### SUPPLIED ENTRIES
────────────────────────────────────────

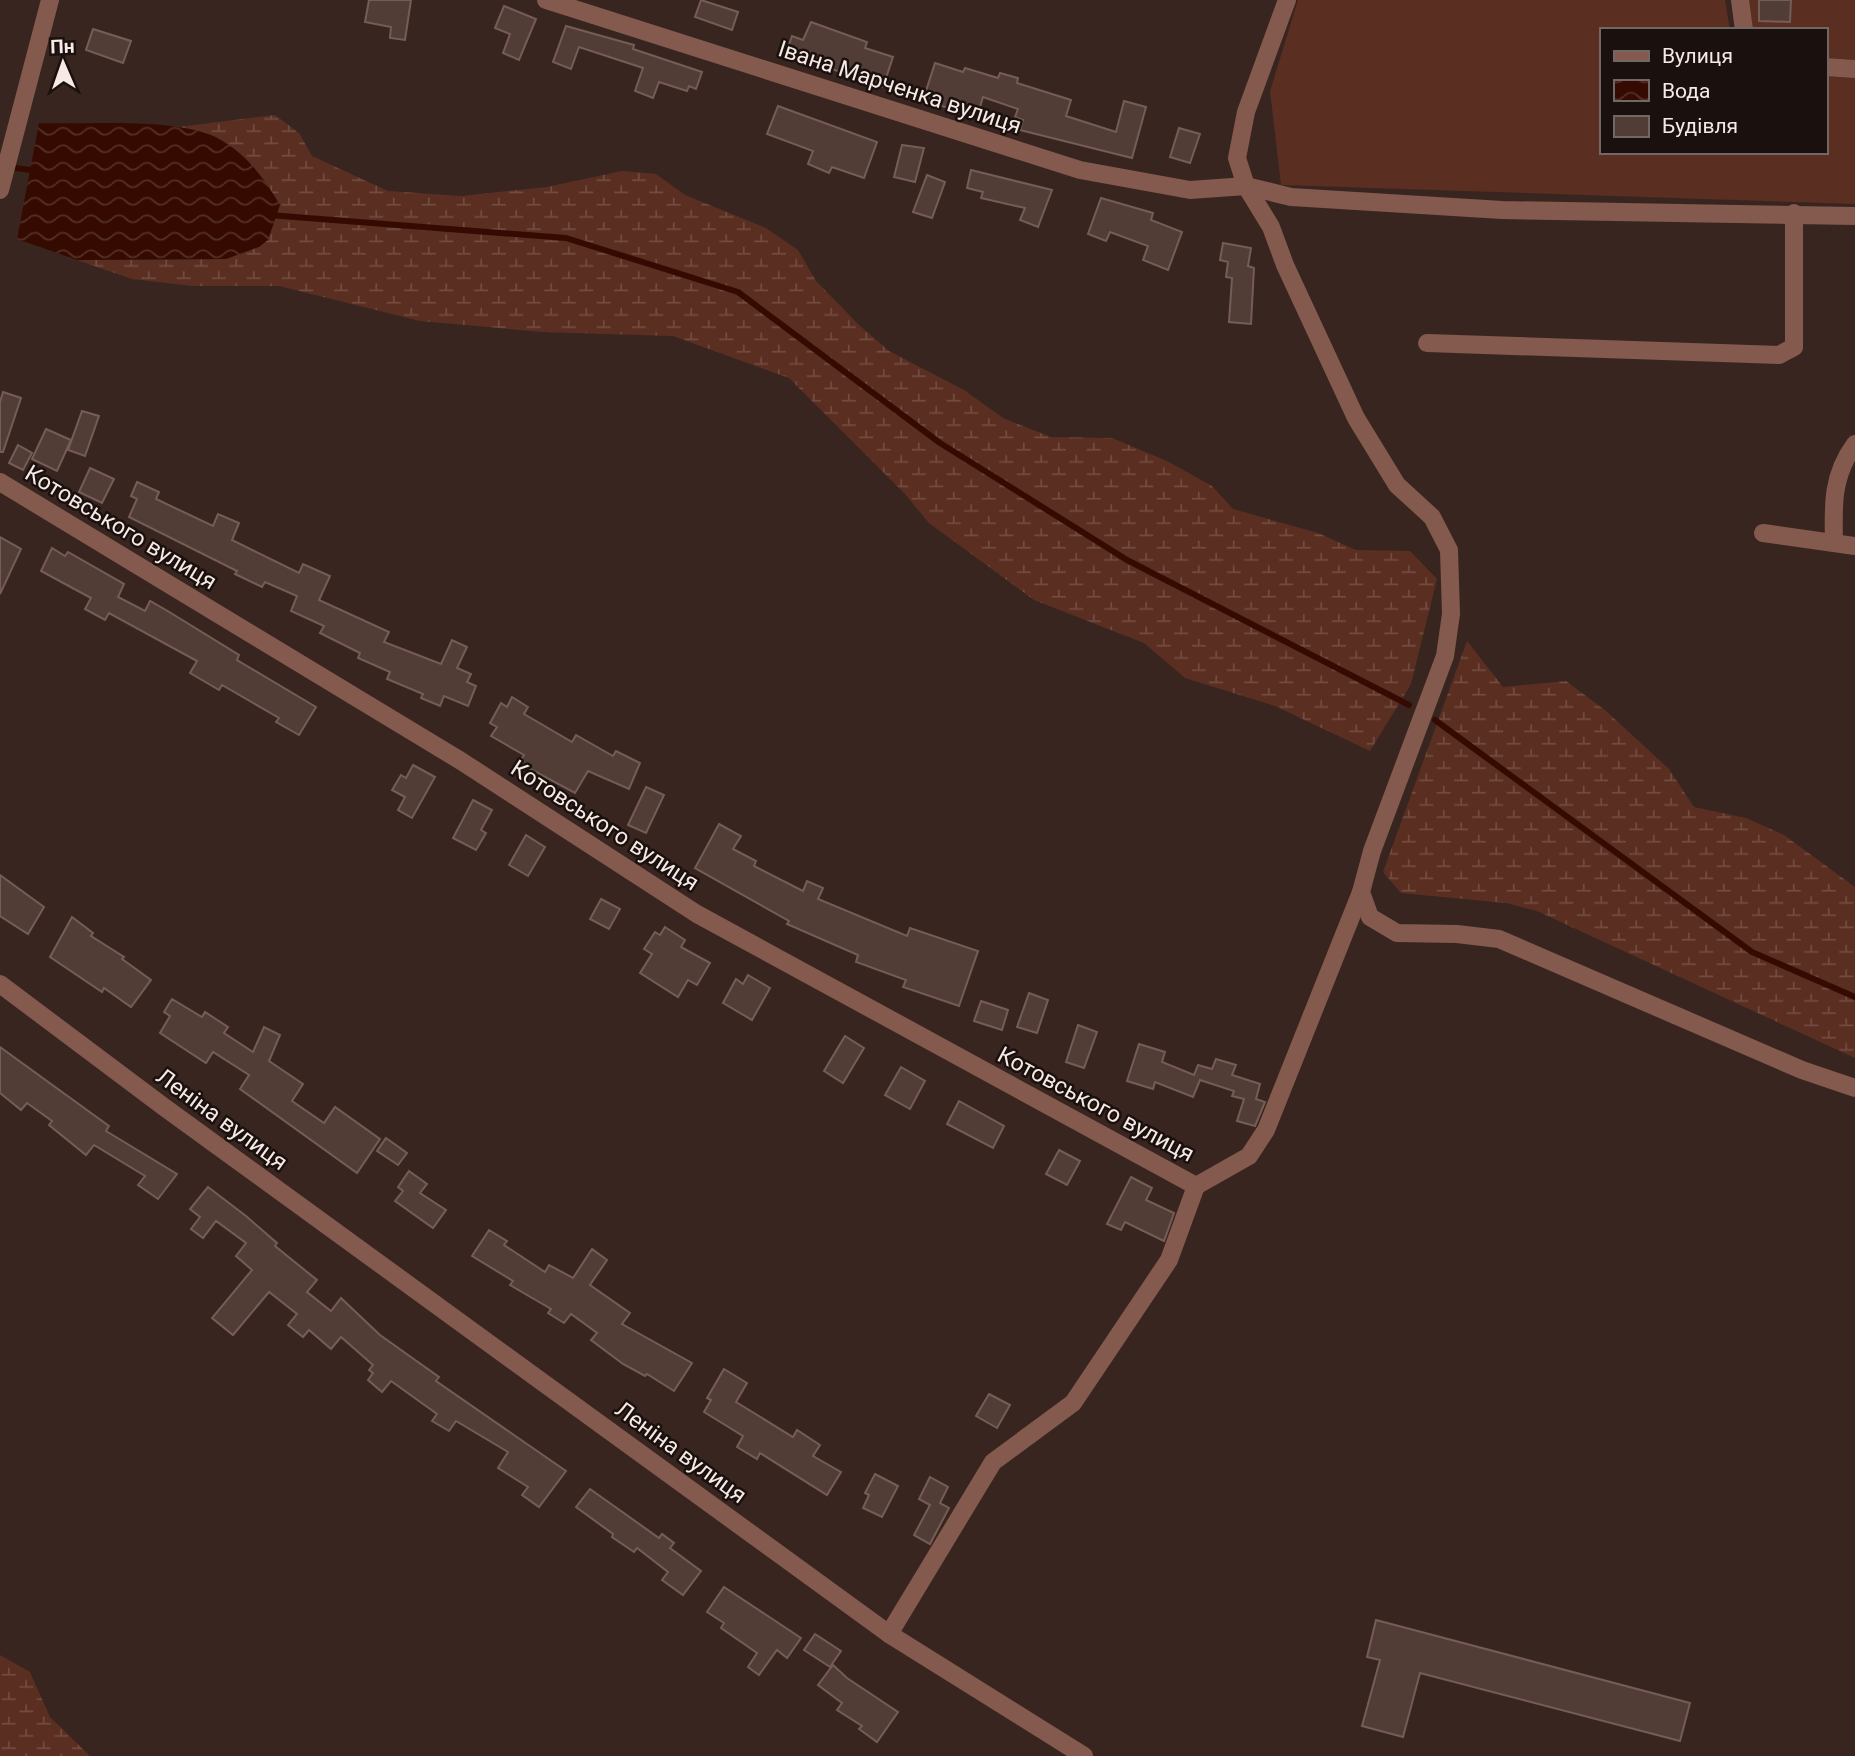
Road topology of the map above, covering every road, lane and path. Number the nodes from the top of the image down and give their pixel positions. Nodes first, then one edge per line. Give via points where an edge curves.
1 (50, 0) edge
2 (545, 0) edge
3 (1286, 0) edge
4 (1740, 0) edge
5 (1744, 28) edge
6 (1827, 67) edge
7 (1855, 69) edge
8 (1246, 186) junction
9 (1, 187) edge
10 (1794, 213) junction
11 (1855, 216) edge
12 (1427, 343) dead end
13 (1855, 444) edge
14 (0, 482) edge
15 (1763, 533) dead end
16 (1834, 543) junction
17 (1855, 546) edge
18 (1360, 892) junction
19 (0, 984) edge
20 (1855, 1088) edge
21 (1196, 1186) junction
22 (889, 1634) junction
23 (1084, 1756) edge

1 - 9 street
2 - 8 street, Івана Марченка вулиця via 1080,170 1190,190
3 - 8 street via 1246,112 1237,158
4 - 5 street
6 - 7 street
8 - 10 street, Івана Марченка вулиця via 1291,197 1502,210
8 - 18 street via 1271,227 1356,418 1397,485 1432,517 1448,550 1451,614 1445,656
10 - 11 street, Івана Марченка вулиця
10 - 12 street via 1794,347 1779,355
13 - 16 street via 1842,461 1833,492
14 - 21 street, Котовського вулиця via 461,761 697,914
15 - 16 street
16 - 17 street
18 - 20 street via 1370,917 1397,933 1499,939 1802,1070
18 - 21 street via 1266,1130 1249,1156
19 - 22 street, Леніна вулиця
21 - 22 street via 1169,1260 1073,1403 993,1462
22 - 23 street, Леніна вулиця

────────────────────────────────────────

### WHAT NEEDS TO BE DONE
If a line above includes the string "junction", pick it out.

### RESPONSE
8 (1246, 186) junction
10 (1794, 213) junction
16 (1834, 543) junction
18 (1360, 892) junction
21 (1196, 1186) junction
22 (889, 1634) junction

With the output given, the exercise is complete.